Quer tomando como inspiração a peça de Shakespeare, quer as histórias italianas renascentistas sobre este tema que inspiraram o bardo inglês, a prodigiosa história de Romeu e Julieta serviu como base literária de dezenas de óperas.
O São Carlos não ficou imune à paixão! Logo quase desde a sua fundação as temporadas do teatro acolheram títulos relacionados com a infeliz história dos adolescentes de Verona: assim, logo em 1778, 1799 e 1800 tivemos em cartaz a ópera Giulietta e Romeo de Niccolò Zingarelli. Nestas três temporadas São Carlos pôde ver e ouvir um homem fazer de Giulietta e um outro, diminuído na sua virilidade (o célebre castrato Girolamo Crescentini), ser seu amante.

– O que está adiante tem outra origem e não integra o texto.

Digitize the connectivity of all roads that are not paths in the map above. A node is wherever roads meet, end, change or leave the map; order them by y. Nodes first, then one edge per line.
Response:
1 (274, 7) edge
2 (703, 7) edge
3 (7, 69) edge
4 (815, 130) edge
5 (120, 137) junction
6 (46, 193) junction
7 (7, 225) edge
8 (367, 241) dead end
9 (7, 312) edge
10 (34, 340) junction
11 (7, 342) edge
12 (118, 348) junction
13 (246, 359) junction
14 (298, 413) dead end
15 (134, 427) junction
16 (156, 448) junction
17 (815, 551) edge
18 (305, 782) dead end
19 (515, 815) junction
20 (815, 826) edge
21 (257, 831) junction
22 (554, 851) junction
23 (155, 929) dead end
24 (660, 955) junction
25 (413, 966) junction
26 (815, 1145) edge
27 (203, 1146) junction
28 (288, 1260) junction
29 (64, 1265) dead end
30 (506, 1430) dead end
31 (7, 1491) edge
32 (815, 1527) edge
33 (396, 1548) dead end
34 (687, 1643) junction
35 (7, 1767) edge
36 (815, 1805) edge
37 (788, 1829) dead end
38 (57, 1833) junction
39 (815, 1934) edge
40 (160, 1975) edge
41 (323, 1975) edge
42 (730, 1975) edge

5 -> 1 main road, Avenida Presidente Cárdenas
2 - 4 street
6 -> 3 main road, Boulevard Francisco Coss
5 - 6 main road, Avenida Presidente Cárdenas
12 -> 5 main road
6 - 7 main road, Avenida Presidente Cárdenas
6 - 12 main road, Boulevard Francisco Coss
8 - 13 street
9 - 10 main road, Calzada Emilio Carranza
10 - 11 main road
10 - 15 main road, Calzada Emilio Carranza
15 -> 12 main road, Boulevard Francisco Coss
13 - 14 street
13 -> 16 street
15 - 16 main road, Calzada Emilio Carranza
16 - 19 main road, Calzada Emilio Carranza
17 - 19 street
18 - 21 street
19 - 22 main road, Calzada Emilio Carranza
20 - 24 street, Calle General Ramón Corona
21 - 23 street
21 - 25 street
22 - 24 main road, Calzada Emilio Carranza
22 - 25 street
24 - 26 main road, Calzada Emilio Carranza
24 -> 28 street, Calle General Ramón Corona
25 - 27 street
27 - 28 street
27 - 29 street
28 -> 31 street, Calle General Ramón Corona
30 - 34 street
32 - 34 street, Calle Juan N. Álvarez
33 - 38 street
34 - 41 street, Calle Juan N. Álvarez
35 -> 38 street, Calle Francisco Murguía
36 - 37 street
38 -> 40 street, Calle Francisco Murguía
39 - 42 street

Surgiu depois, em 1828, a versão de Nicola Vaccai. Esta teria uma longa história, pois foi quase sempre também utilizada quando se deu a ópera de Bellini. A coisa conta-se depressa: em 1832 em Bolonha Maria Malibran resolveu substituir a parte final da cena do túmulo da ópera de Bellini pela cena final da ópera de Vaccai. Giuditta Pasta também cantou a ópera assim e durante o século XIX foi esta a versão mais utilizada. Em Vaccai muda também o paradigma sexual, dado que o papel de Romeo passa a ser confiado a uma mulher — em São Carlos foi Giuditta Schirolli.
A versão belliniana da história (a ópera I Capuleti e i Montecchi) surgiu pela primeira vez em São Carlos no ano de em 1835 com Carolina Neri-Passerini como Julieta e Isabella Fabbrica como Romeu. Em 1838 surgiram como intérpretes do par amoroso as Ferlotti: Claudia foi a Giulietta; Santina o Romeu. A ópera de Bellini regressaria em 1838, 1841, 1883, 1889, 1895 (consulte-se MIL E UMA E MAIS NOITES). De salientar que em 1841 a Julieta foi Caterina Barili, a mãe da futura estrela Adelina Patti. Grandes intérpretes do Romeo no nosso teatro foram Giuseppina Pasqua e, já bem mais próximo de nós, Jennifer Larmore. Óperas baseadas na peça de Shakespeare foram muitas (Benda, Dalayrac, Guglielmi, Marchetti, Gounod, Zandonai, Bernstein foram alguns dos inúmeros compositores que as escreveram), mas assinale-se que o autor de Norma e o seu libretista Felice Romani não usaram o autor inglês como base literária, mas sim as histórias italianas renascentistas que o tinham por sua vez inspirado. Mais concretamente, Felice Romani inspirou-se numa peça escrita em 1818 por Luigi Scevola. Se confiarmos no Dicionário Groves, a primeira ópera italiana sobre o tema baseada em Shakespeare só surgiu em 1865 com Romeo e Giulietta de Filippo Marchetti.
Assim, durante quase todo o século XIX não se viram Romeus masculinos em São Carlos, visto que tanto a ópera de Bellini como a de Vaccai usam um contralto para o papel. Só mesmo na ópera Roméo et Juliette de Charles Gounod, estreada em Lisboa em 1887, é que Romeu surgiu com voz de homem, de tenor! Foi ele Alexandre Talazac.
A história dos dois amantes de Verona regressou a são Carlos em 2003 quando João Grosso aqui encenou a versão cénica da obra de Hector Berlioz.